◆ **Assignment**
Determine how many lines in the records below include the word "dead" and output that number alone.

[Dataset entries]
__________________________________________________

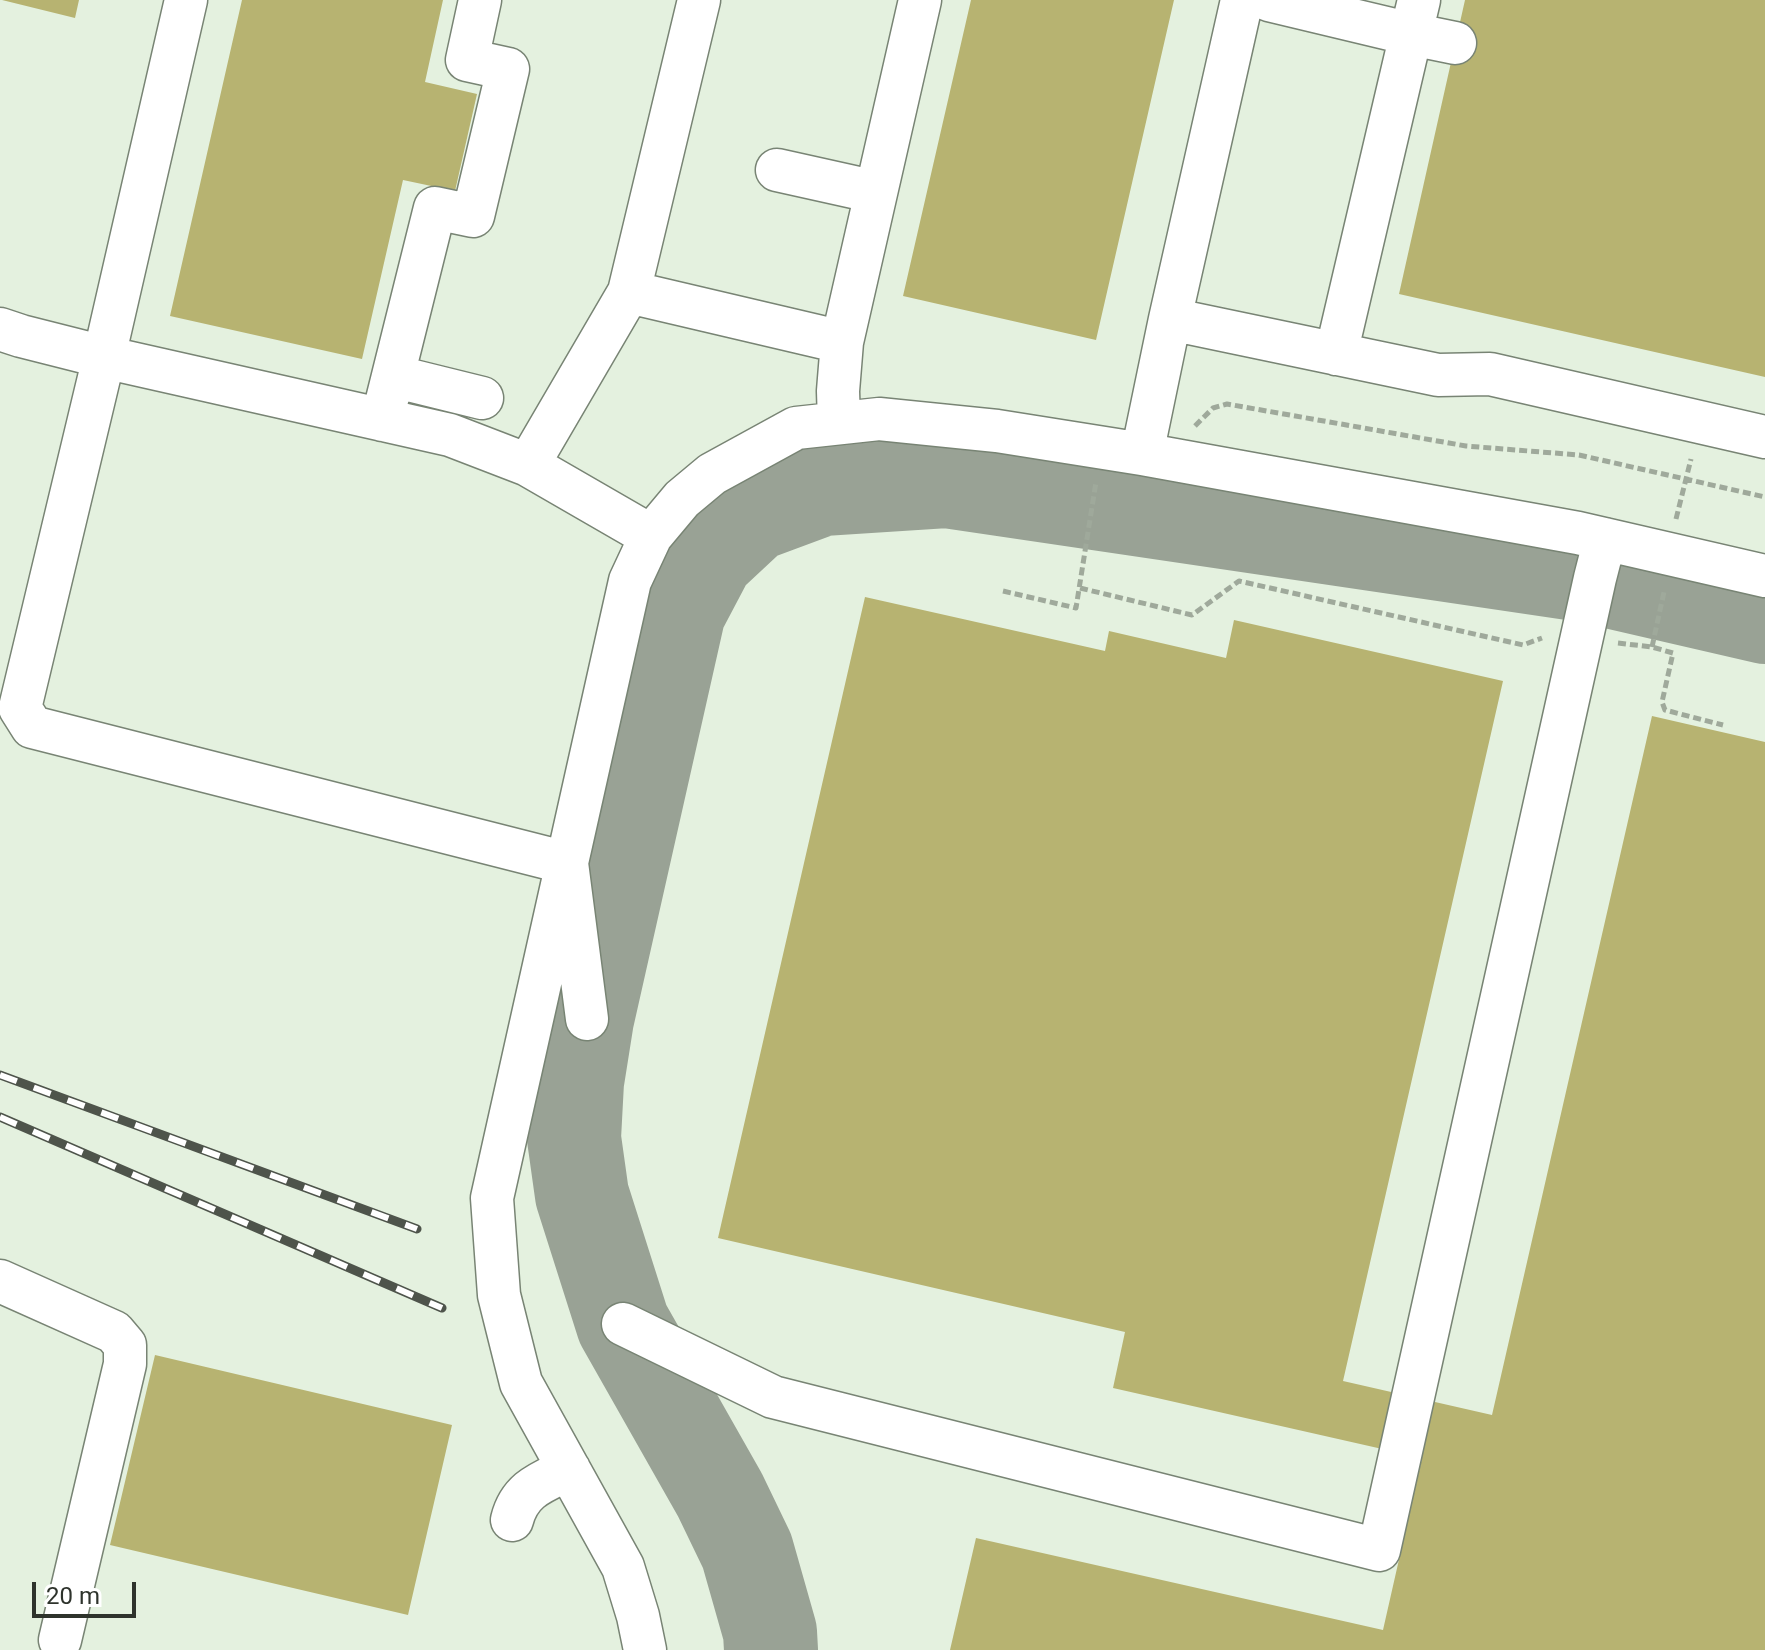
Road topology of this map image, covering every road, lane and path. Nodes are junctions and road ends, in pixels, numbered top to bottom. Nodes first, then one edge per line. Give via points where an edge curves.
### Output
1 (186, 0) edge
2 (480, 0) edge
3 (699, 0) edge
4 (920, 0) edge
5 (1242, 0) edge
6 (1269, 0) edge
7 (1415, 17) edge
8 (1455, 43) dead end
9 (777, 170) dead end
10 (876, 192) junction
11 (629, 292) junction
12 (1170, 319) junction
13 (0, 329) edge
14 (842, 342) junction
15 (1336, 354) junction
16 (104, 357) junction
17 (393, 376) junction
18 (482, 398) dead end
19 (382, 420) junction
20 (839, 423) junction
21 (1765, 437) edge
22 (1102, 448) junction
23 (1142, 454) junction
24 (528, 465) junction
25 (651, 536) junction
26 (1605, 539) junction
27 (1765, 576) edge
28 (1080, 588) junction
29 (1003, 591) dead end
30 (1583, 637) junction
31 (1723, 725) dead end
32 (567, 863) junction
33 (587, 1019) dead end
34 (0, 1281) edge
35 (0, 1296) edge
36 (70, 1312) junction
37 (623, 1324) dead end
38 (569, 1469) junction
39 (512, 1520) dead end
40 (60, 1640) dead end
41 (645, 1650) edge

1 - 16 lane
2 - 17 lane via 467,60 508,69 473,216 435,208
3 - 11 lane
4 - 10 lane
5 - 12 lane
6 - 7 lane
7 - 8 lane
7 - 15 lane
9 - 10 lane
10 - 14 lane
11 - 14 lane
11 - 24 lane
12 - 15 lane
12 - 23 lane
13 - 16 lane
14 - 20 lane
15 - 21 lane via 1438,375 1490,374
16 - 19 lane
16 - 32 lane via 20,708 32,727
17 - 18 lane
17 - 19 lane
19 - 24 lane via 450,435
20 - 22 lane via 879,419
20 - 25 lane via 796,428 712,474
22 - 23 lane
22 - 28 path
23 - 26 lane
24 - 25 lane
25 - 32 lane via 630,581
26 - 27 lane
26 - 30 lane
28 - 29 path via 1076,608
28 - 30 path via 1192,615 1239,581 1523,645 1559,631
30 - 31 path via 1673,653 1662,702 1665,710
30 - 37 lane via 1379,1550 773,1397
32 - 33 lane
32 - 38 lane via 492,1198 499,1295 521,1383
34 - 36 lane
35 - 36 lane
36 - 40 lane via 114,1332 125,1345 125,1364
38 - 39 lane via 521,1497
38 - 41 lane via 623,1567

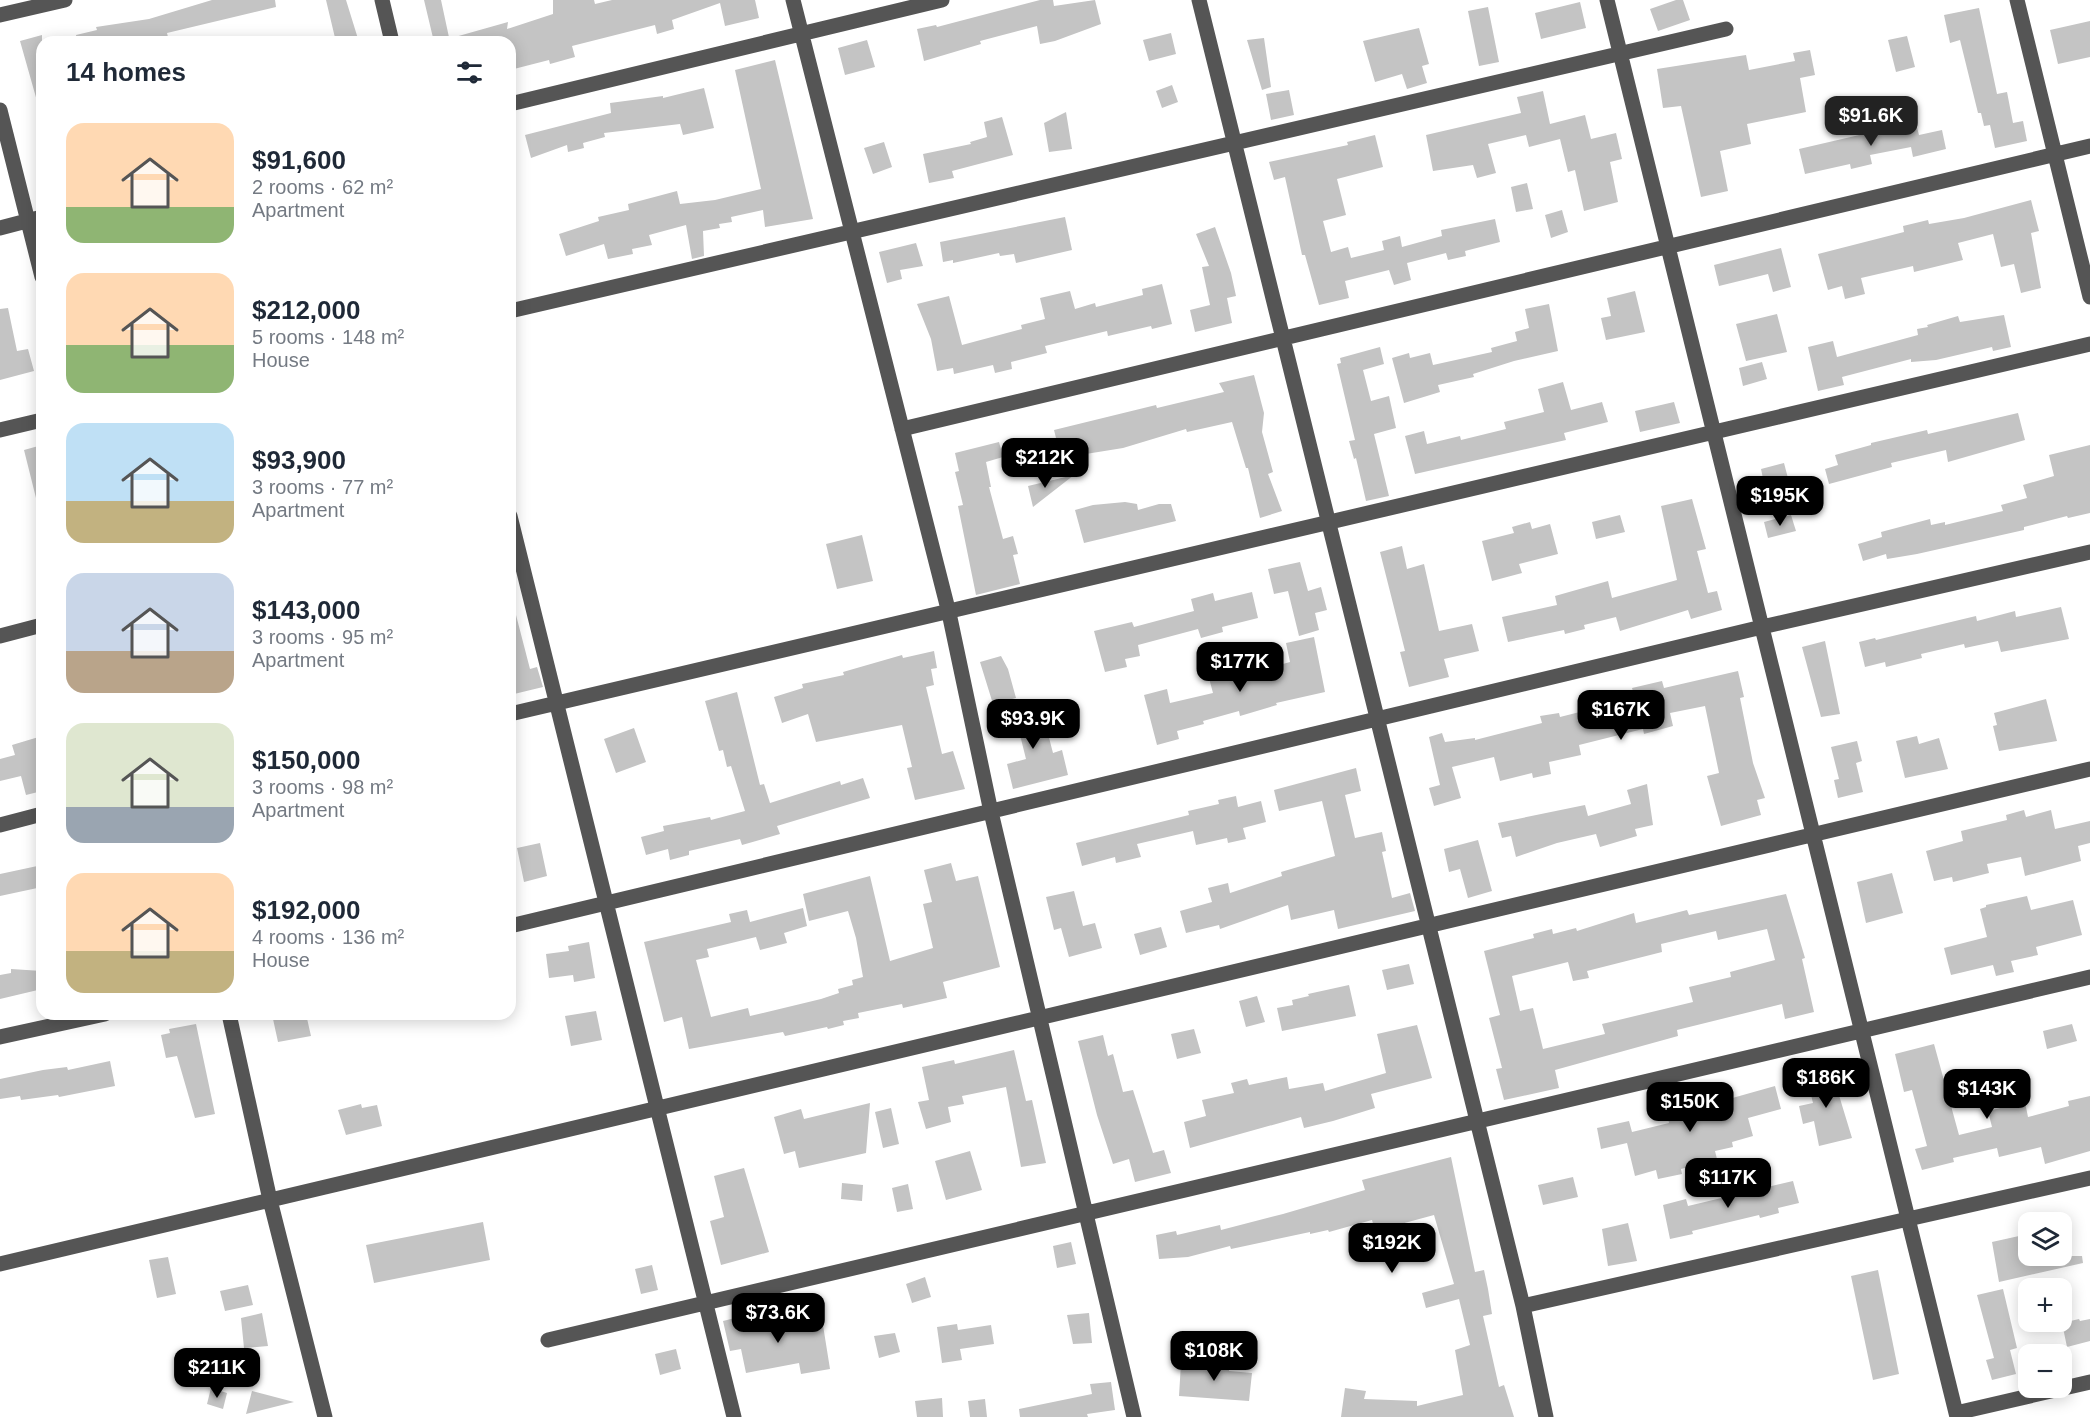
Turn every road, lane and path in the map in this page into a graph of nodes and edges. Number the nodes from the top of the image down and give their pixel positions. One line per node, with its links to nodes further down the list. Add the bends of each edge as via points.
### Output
1 (65, 0): 8 (street)
2 (382, 0): 11 (street)
3 (793, 0): 10 (street)
4 (942, 0): 10 (street)
5 (1199, 0): 15 (street)
6 (1607, 0): 12 (street)
7 (2017, 0): 17 (street)
8 (0, 15)
9 (1726, 29): 12 (street)
10 (801, 34): 13 (street); 20 (street)
11 (391, 36)
12 (1620, 53): 15 (street); 21 (street)
13 (516, 103)
14 (0, 110): 18 (street)
15 (1234, 143): 20 (street); 24 (street)
16 (2090, 146): 17 (street)
17 (2055, 154): 21 (street); 22 (street)
18 (35, 219): 19 (street)
19 (0, 228)
20 (852, 232): 23 (street); 27 (street)
21 (1668, 246): 24 (street); 29 (street)
22 (2090, 297)
23 (516, 310)
24 (1283, 338): 27 (street); 30 (street)
25 (2090, 344): 29 (street)
26 (36, 421): 28 (street)
27 (902, 429): 33 (street)
28 (0, 430)
29 (1714, 433): 30 (street); 35 (street)
30 (1329, 524): 33 (street); 39 (street)
31 (516, 540): 37 (street)
32 (2090, 552): 35 (street)
33 (949, 613): 37 (street); 41 (street)
34 (36, 627): 36 (street)
35 (1762, 627): 39 (street); 44 (street)
36 (0, 636)
37 (557, 705): 38 (street); 45 (street)
38 (516, 713)
39 (1377, 719): 41 (street); 47 (street)
40 (2090, 769): 44 (street)
41 (991, 812): 45 (street); 49 (street)
42 (36, 816): 43 (street)
43 (0, 825)
44 (1813, 835): 47 (street); 52 (street)
45 (606, 905): 46 (street); 54 (street)
46 (516, 925)
47 (1428, 926): 49 (street); 55 (street)
48 (2090, 977): 52 (street)
49 (1040, 1017): 54 (street); 58 (street)
50 (78, 1020): 53 (street)
51 (230, 1020): 57 (street)
52 (1862, 1031): 55 (street); 59 (street)
53 (0, 1037)
54 (657, 1108): 57 (street); 61 (street)
55 (1477, 1121): 58 (street); 62 (street)
56 (2090, 1178): 59 (street)
57 (270, 1200): 60 (street); 66 (street)
58 (1086, 1214): 61 (street); 68 (street)
59 (1908, 1219): 62 (street); 65 (street)
60 (0, 1264)
61 (705, 1303): 63 (street); 67 (street)
62 (1523, 1306): 69 (street)
63 (548, 1340)
64 (2090, 1382): 65 (street)
65 (1956, 1415)
66 (325, 1417)
67 (734, 1417)
68 (1134, 1417)
69 (1546, 1417)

__________________________________________________

◆ **Answer area**
9